Los cuáqueros ingleses (un movimiento protestante, para nosotros más conocidos por el símbolo de la avena) proponían eliminar el consumo de alcohol y reemplazarlo por… ¡chocolate!, que también gratificaba los sentidos y tenía menos contraindicaciones.
El último vaso
Y si los tiempos modernos consolidaron el reinado de los vinos franceses como sinónimo de excelencia gastronómica, el avance en el transporte mundial y las redes de comercio aceleraron otros consumos.
El té dejó de ser patrimonio de los países de Asia oriental, India e Inglaterra, el café se volvió un acto casi mecánico para arrancar el día laboral sea en Buenos Aires o en Ciudad del Cabo y el siglo XX vio el boom de la leche vacuna como “el” alimento por excelencia, aunque el libro de Laudan puntualiza dudas y matices.
Cuando terminamos de saborear este libro nos queda el reflejo de pedir otra ronda, de hojearlo una y otra vez; y aparte de los datos y las historias de cómo la cocina cambió al mundo y cómo cada sociedad cambió a su cocina, relucen las más de 70 ilustraciones del texto, diez mapas y seis cuadros.

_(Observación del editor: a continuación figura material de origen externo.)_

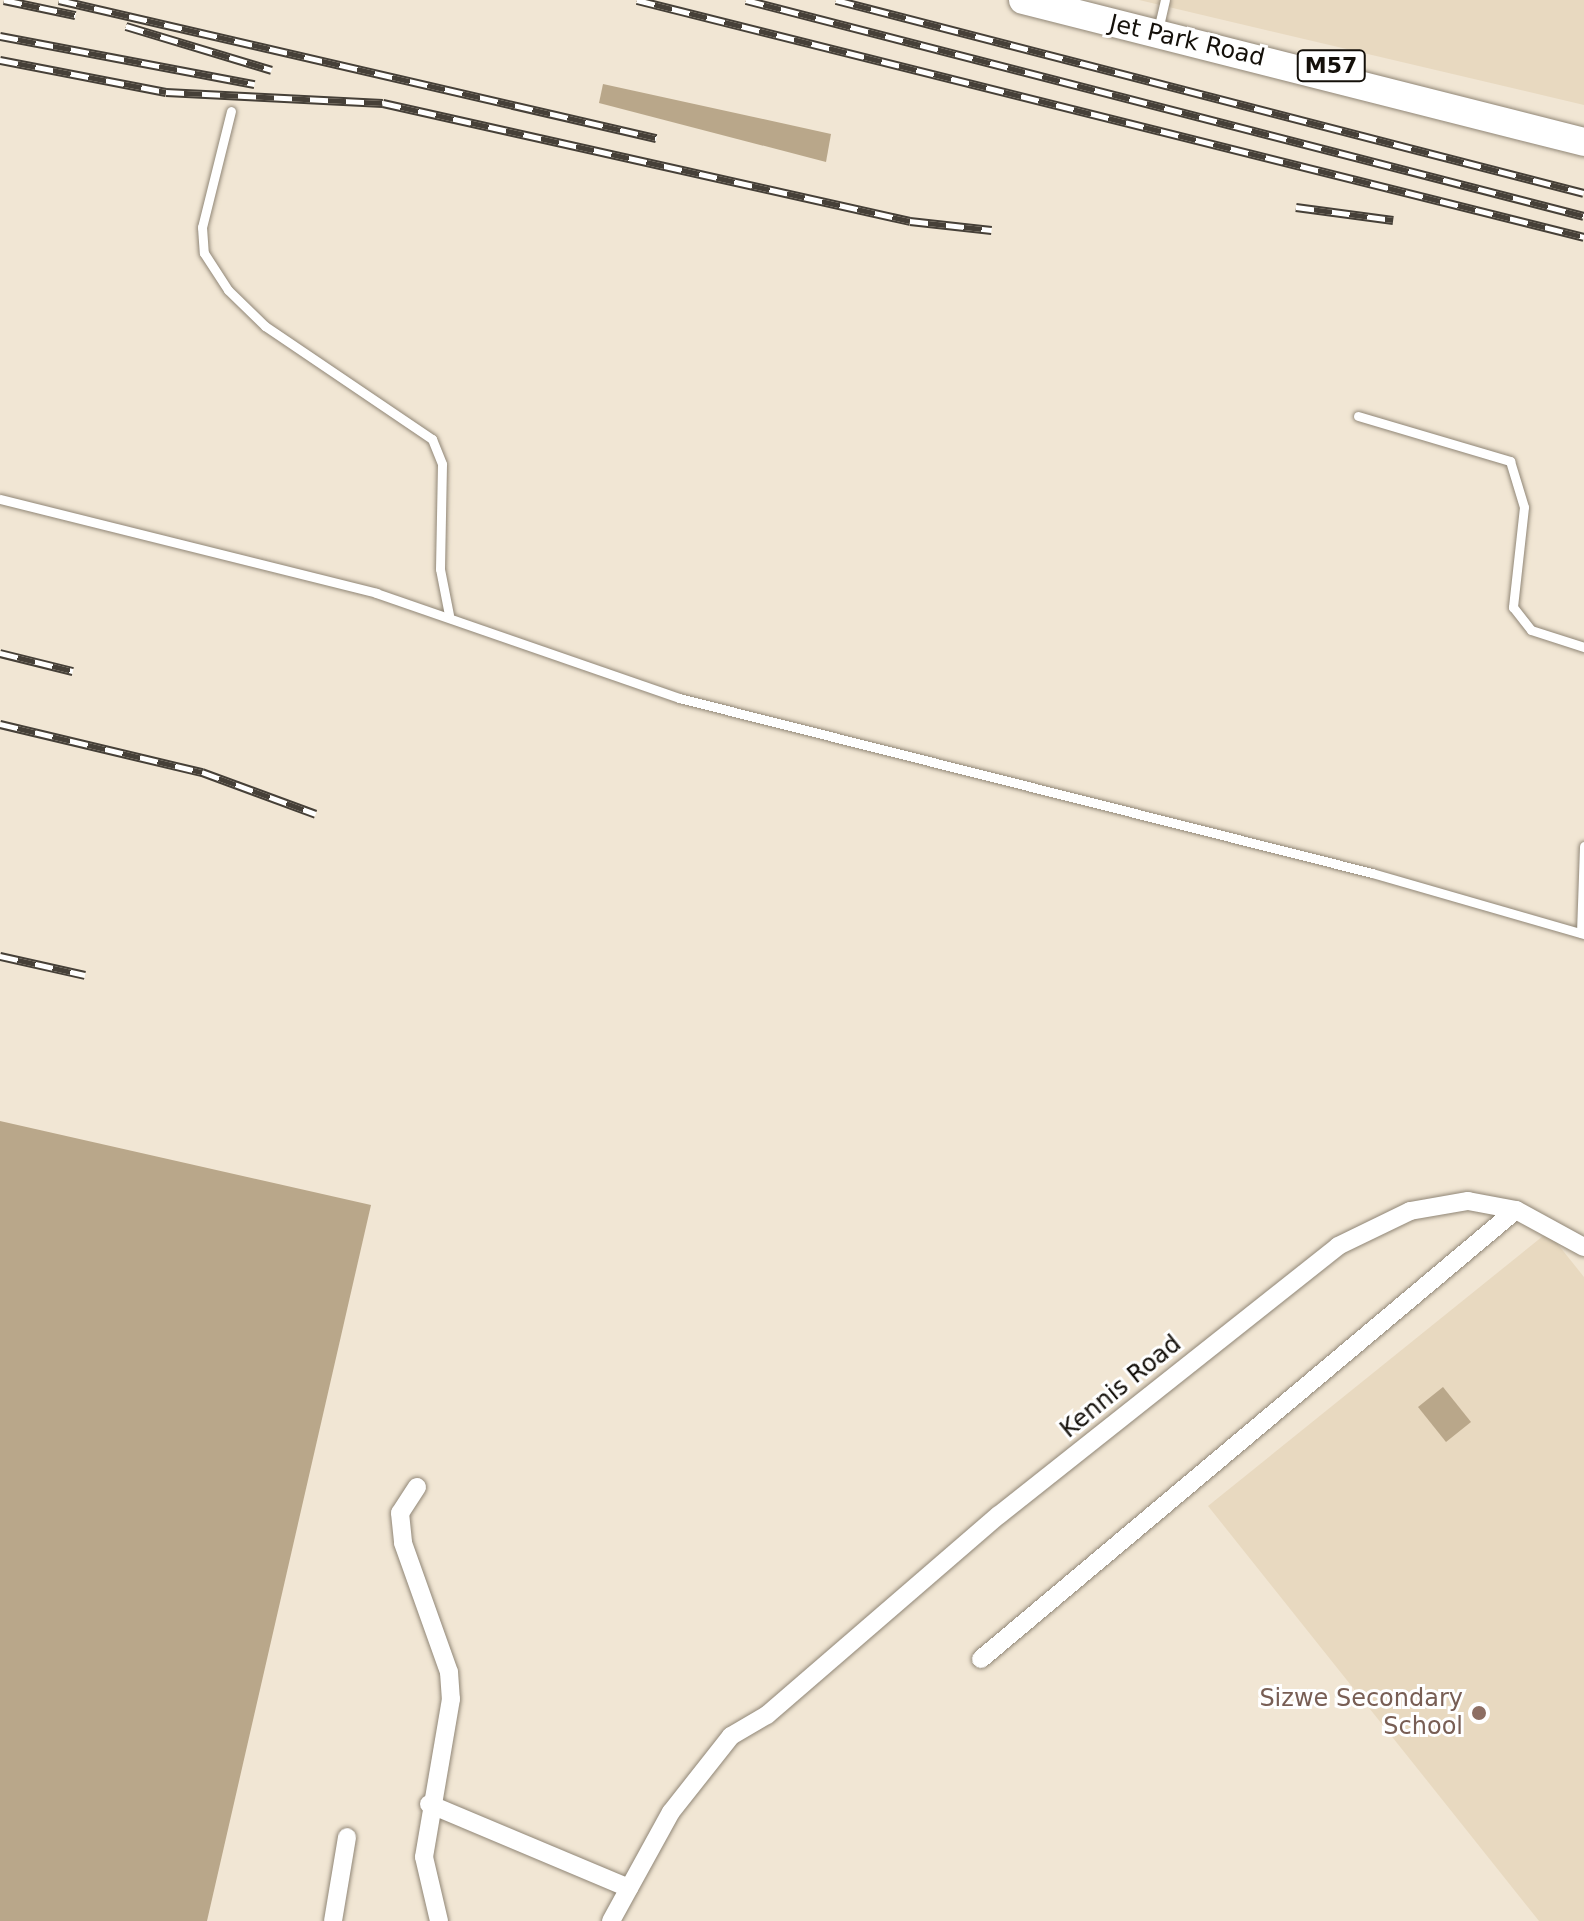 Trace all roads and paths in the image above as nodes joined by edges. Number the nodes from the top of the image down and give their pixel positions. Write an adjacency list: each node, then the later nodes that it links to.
1 (1023, 0): 3 (main road, Jet Park Road / M57)
2 (1080, 0): 3 (main road, Jet Park Road / M57)
3 (1160, 18): 5 (main road, Jet Park Road / M57); 6 (main road, Jet Park Road / M57)
4 (231, 111): 9 (lane)
5 (1584, 128)
6 (1584, 142)
7 (1358, 416): 10 (lane)
8 (0, 499): 9 (lane)
9 (449, 615): 12 (lane)
10 (1584, 647)
11 (1584, 846): 12 (lane)
12 (1582, 934)
13 (1516, 1210): 14 (street, Kennis Road); 16 (street); 19 (street, Kennis Road)
14 (1584, 1247)
15 (417, 1487): 17 (street)
16 (981, 1659)
17 (429, 1804): 19 (street); 21 (street)
18 (347, 1837): 20 (street)
19 (629, 1888): 22 (street)
20 (333, 1921)
21 (439, 1921)
22 (611, 1921) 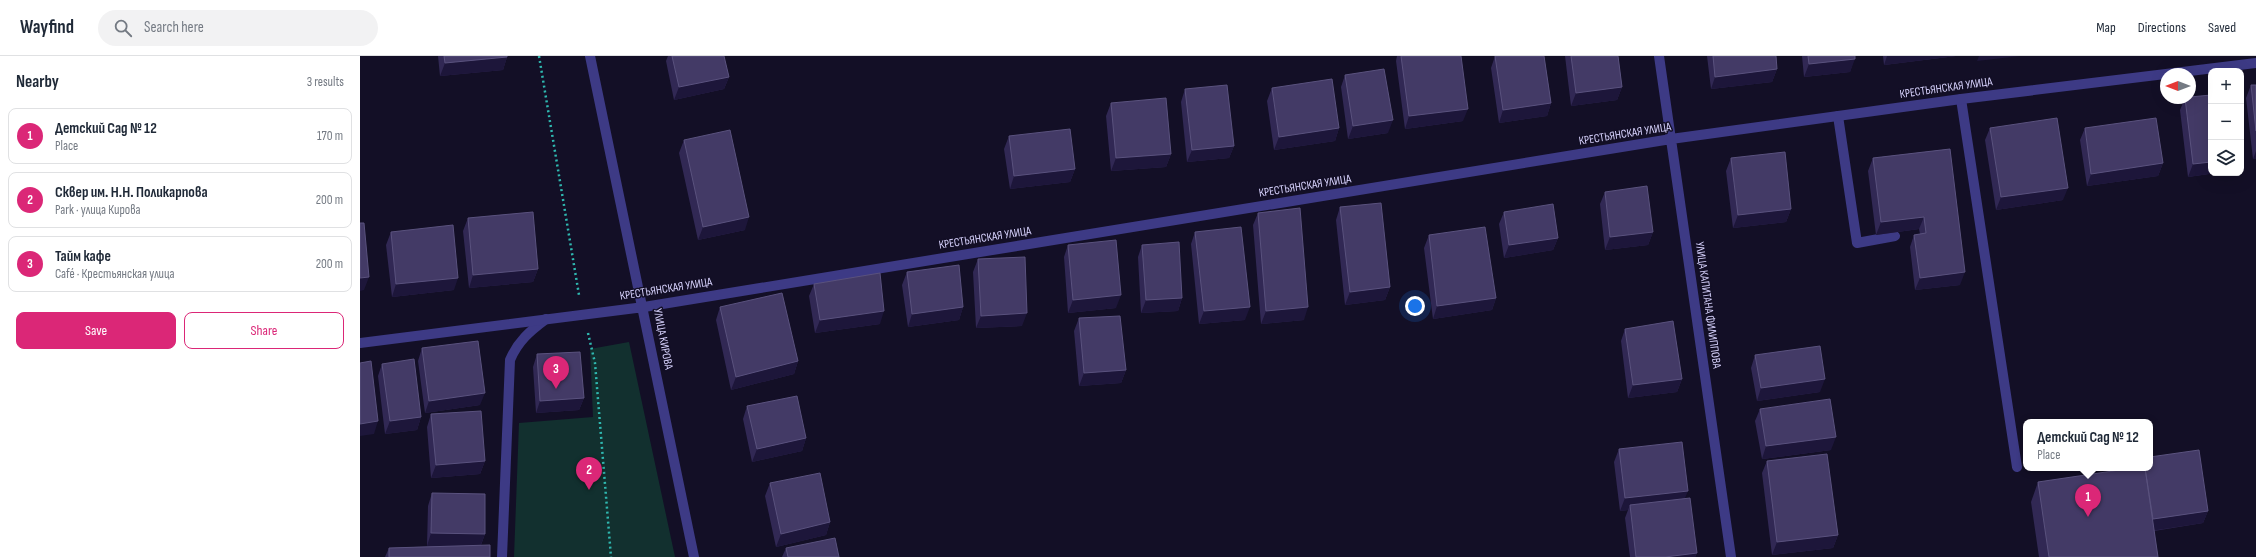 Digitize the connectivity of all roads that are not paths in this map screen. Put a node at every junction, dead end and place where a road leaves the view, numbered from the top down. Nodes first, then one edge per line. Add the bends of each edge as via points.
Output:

Así, tras ver figuras hindúes batiendo un mar de leche, un lienzo japonés del siglo XVI decorado con una casa de té o una jarra para vino bañada en plata, del segundo Imperio Persa y el siglo VI, recordamos después de leer tanto sobre bebidas que tenemos sed.
Ahora podemos entonces disfrutar de una buena copa de Malbec y pensar además en griegos, romanos, sumerios y tantos más que nos antecedieron en este pequeño gran acto de placer.